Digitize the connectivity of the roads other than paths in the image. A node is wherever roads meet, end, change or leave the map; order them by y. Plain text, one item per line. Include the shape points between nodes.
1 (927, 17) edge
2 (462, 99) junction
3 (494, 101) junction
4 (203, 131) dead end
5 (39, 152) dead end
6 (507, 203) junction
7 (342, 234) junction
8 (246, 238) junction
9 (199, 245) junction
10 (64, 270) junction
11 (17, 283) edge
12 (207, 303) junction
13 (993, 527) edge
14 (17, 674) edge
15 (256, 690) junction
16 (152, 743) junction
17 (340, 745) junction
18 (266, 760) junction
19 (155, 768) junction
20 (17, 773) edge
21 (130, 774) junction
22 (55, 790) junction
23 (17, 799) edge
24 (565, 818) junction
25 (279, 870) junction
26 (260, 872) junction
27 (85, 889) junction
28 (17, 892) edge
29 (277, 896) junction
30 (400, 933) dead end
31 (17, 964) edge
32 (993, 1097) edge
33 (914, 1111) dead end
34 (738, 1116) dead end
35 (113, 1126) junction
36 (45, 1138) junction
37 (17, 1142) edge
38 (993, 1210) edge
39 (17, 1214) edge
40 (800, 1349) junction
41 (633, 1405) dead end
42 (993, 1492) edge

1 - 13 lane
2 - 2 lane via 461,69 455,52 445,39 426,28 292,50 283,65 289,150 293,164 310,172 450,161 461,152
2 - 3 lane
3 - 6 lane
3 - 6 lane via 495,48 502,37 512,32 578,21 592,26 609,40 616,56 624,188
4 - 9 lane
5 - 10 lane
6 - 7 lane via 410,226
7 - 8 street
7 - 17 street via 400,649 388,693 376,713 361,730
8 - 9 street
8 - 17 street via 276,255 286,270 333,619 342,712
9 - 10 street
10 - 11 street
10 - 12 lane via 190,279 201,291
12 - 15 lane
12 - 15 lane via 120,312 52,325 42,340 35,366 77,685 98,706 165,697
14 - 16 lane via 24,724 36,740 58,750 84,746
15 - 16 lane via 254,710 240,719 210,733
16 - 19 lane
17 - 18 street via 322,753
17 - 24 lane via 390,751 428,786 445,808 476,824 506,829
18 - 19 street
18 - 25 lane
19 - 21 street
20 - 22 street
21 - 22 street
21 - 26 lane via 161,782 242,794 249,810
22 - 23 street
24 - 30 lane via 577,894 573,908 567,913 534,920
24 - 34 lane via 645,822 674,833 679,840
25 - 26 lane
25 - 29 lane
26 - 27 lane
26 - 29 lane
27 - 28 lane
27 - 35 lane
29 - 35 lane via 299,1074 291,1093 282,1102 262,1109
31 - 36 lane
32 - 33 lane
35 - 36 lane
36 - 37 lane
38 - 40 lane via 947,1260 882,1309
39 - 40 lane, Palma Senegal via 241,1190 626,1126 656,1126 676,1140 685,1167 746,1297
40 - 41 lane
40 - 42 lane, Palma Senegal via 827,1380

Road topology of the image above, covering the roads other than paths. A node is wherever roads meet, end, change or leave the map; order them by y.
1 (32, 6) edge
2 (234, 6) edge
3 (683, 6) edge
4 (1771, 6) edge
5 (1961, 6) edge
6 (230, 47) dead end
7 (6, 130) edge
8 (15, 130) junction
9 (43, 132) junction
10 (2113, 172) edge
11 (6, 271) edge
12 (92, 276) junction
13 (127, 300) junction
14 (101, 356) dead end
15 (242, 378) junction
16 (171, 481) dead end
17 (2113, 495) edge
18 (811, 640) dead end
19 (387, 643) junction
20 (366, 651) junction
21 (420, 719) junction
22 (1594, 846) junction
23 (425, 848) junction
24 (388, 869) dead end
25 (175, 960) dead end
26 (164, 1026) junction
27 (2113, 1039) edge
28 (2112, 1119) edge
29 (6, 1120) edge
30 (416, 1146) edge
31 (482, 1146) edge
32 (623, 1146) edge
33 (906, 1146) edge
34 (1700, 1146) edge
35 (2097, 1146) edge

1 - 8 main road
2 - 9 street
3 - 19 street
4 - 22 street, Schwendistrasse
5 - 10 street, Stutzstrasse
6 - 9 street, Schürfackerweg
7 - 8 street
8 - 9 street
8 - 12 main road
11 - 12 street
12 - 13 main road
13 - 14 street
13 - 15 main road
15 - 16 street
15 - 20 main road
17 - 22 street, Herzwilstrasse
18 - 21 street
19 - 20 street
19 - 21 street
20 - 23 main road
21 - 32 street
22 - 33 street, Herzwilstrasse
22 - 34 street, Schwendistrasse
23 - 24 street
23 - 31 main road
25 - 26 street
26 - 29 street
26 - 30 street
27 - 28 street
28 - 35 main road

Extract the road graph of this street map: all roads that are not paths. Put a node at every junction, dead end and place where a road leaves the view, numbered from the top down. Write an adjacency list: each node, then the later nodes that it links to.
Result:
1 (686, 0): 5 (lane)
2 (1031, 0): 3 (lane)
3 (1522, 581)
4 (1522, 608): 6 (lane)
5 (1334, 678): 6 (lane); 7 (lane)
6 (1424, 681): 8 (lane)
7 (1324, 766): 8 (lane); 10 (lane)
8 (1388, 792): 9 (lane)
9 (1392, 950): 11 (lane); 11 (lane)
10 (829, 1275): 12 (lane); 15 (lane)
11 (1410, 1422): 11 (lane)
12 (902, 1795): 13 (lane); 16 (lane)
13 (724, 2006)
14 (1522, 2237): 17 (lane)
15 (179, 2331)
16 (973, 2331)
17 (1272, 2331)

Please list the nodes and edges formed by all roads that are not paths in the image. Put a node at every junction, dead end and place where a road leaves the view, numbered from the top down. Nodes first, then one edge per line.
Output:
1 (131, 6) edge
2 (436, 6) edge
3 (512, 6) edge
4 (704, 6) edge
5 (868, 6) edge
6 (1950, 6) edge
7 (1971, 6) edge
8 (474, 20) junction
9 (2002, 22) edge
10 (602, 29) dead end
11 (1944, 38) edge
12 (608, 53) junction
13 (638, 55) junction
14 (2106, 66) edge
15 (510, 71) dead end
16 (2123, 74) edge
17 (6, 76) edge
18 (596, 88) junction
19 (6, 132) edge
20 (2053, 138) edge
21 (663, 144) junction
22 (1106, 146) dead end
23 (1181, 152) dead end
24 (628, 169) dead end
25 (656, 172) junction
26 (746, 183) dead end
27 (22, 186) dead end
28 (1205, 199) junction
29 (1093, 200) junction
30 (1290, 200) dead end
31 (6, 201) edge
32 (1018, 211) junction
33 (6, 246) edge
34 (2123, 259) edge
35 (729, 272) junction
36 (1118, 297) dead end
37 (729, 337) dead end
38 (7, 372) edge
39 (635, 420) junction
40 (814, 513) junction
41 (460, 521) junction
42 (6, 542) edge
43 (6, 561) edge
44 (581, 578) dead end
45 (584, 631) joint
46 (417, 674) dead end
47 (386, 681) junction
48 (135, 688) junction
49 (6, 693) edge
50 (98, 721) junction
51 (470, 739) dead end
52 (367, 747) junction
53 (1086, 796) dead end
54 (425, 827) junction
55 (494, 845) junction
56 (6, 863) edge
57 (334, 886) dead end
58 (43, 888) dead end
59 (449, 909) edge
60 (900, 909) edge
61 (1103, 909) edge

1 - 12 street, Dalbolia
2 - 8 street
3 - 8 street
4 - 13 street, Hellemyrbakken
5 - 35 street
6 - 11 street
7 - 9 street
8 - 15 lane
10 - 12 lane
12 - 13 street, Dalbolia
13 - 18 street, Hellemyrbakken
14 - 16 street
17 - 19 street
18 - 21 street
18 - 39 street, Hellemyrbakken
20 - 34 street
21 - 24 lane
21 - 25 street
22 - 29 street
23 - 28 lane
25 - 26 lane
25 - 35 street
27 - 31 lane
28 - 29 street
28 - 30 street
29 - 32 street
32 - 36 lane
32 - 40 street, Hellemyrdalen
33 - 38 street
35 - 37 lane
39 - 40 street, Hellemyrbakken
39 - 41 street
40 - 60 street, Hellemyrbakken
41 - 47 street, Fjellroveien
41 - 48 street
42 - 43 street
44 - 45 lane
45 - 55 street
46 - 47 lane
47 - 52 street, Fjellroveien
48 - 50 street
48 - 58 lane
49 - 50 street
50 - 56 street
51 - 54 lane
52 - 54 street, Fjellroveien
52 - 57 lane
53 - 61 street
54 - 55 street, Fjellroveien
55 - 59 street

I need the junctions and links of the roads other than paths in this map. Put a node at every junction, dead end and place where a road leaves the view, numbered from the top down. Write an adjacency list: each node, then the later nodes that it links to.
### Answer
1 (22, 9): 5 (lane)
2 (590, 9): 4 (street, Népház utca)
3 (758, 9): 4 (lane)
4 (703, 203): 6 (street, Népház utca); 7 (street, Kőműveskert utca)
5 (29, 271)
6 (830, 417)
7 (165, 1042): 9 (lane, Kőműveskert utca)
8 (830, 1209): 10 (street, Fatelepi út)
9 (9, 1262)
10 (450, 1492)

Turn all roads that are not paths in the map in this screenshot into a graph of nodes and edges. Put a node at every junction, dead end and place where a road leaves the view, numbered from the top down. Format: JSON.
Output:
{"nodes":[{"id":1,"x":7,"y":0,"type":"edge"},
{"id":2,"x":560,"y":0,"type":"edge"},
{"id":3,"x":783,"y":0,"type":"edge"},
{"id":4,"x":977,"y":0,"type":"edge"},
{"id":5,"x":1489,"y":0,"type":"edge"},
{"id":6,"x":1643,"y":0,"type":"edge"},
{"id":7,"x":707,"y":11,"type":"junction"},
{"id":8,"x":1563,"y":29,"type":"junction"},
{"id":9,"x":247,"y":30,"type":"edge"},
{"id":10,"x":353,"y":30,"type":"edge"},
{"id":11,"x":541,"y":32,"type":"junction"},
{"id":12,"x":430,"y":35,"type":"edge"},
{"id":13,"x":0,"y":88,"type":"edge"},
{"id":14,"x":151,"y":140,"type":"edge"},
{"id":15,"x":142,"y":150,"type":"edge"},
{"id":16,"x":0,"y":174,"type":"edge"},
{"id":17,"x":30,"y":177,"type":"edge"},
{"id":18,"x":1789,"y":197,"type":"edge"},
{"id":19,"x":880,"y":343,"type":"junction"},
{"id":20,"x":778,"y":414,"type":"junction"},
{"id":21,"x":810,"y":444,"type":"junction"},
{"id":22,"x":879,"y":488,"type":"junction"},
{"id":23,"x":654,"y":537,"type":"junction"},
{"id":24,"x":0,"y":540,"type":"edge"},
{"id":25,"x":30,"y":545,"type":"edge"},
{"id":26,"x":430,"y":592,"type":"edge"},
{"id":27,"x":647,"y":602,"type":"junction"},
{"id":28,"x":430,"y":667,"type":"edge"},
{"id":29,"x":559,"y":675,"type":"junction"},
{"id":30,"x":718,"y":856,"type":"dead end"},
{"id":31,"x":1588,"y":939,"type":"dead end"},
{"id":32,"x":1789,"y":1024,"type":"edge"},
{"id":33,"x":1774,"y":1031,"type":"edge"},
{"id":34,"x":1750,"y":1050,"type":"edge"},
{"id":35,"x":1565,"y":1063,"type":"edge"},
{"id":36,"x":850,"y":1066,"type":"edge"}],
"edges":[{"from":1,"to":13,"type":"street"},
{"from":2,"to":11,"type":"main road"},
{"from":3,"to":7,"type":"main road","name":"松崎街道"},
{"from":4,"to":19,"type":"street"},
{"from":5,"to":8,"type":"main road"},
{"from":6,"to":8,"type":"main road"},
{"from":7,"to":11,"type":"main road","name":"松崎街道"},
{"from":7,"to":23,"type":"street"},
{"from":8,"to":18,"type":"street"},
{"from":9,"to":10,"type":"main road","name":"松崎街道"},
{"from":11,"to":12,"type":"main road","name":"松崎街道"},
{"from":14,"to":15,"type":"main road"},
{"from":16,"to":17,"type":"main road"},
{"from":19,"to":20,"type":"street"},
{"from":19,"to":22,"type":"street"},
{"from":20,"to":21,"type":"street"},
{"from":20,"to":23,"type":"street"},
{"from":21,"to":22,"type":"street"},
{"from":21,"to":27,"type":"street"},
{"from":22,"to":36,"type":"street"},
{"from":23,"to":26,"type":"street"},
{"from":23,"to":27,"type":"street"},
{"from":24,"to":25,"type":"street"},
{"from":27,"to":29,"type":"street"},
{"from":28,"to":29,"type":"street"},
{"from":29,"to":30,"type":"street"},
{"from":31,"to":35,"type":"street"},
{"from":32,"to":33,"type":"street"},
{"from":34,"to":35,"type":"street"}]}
----------
* _Task instructions_
Your answer should be the exact lines above from the one with "Extract the road" through the one with "Please list the", both included, and nothing besides.

* _Task response_
Extract the road graph of this street map: all roads that are not paths. Put a node at every junction, dead end and place where a road leaves the view, numbered from the top down. Write an adjacency list: each node, then the later nodes that it links to.
Result:
1 (686, 0): 5 (lane)
2 (1031, 0): 3 (lane)
3 (1522, 581)
4 (1522, 608): 6 (lane)
5 (1334, 678): 6 (lane); 7 (lane)
6 (1424, 681): 8 (lane)
7 (1324, 766): 8 (lane); 10 (lane)
8 (1388, 792): 9 (lane)
9 (1392, 950): 11 (lane); 11 (lane)
10 (829, 1275): 12 (lane); 15 (lane)
11 (1410, 1422): 11 (lane)
12 (902, 1795): 13 (lane); 16 (lane)
13 (724, 2006)
14 (1522, 2237): 17 (lane)
15 (179, 2331)
16 (973, 2331)
17 (1272, 2331)

Please list the nodes and edges formed by all roads that are not paths in the image. Put a node at every junction, dead end and place where a road leaves the view, numbered from the top down. Nodes first, then one edge per line.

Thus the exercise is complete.